__REQUIRED WORK__
In the listing below, locate the lines bearing the word "Federal". Copy every one of them.
_ _ _
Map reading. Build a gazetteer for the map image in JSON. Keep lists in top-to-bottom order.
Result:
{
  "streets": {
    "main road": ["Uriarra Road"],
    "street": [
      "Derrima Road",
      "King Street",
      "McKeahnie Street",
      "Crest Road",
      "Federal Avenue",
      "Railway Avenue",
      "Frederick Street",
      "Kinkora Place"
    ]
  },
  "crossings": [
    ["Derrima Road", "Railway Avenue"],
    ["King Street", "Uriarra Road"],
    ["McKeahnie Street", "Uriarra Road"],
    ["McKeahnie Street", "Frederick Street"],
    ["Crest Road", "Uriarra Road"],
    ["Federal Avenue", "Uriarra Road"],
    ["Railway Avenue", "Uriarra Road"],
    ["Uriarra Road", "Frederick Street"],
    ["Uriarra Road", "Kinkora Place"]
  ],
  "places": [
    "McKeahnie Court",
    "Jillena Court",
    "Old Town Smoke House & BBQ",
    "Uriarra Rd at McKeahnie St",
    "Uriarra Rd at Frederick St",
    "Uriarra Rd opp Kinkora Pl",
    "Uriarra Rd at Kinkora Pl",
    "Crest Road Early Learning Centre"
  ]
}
_ _ _
__REPLY TO THE EXERCISE__
      "Federal Avenue",
    ["Federal Avenue", "Uriarra Road"],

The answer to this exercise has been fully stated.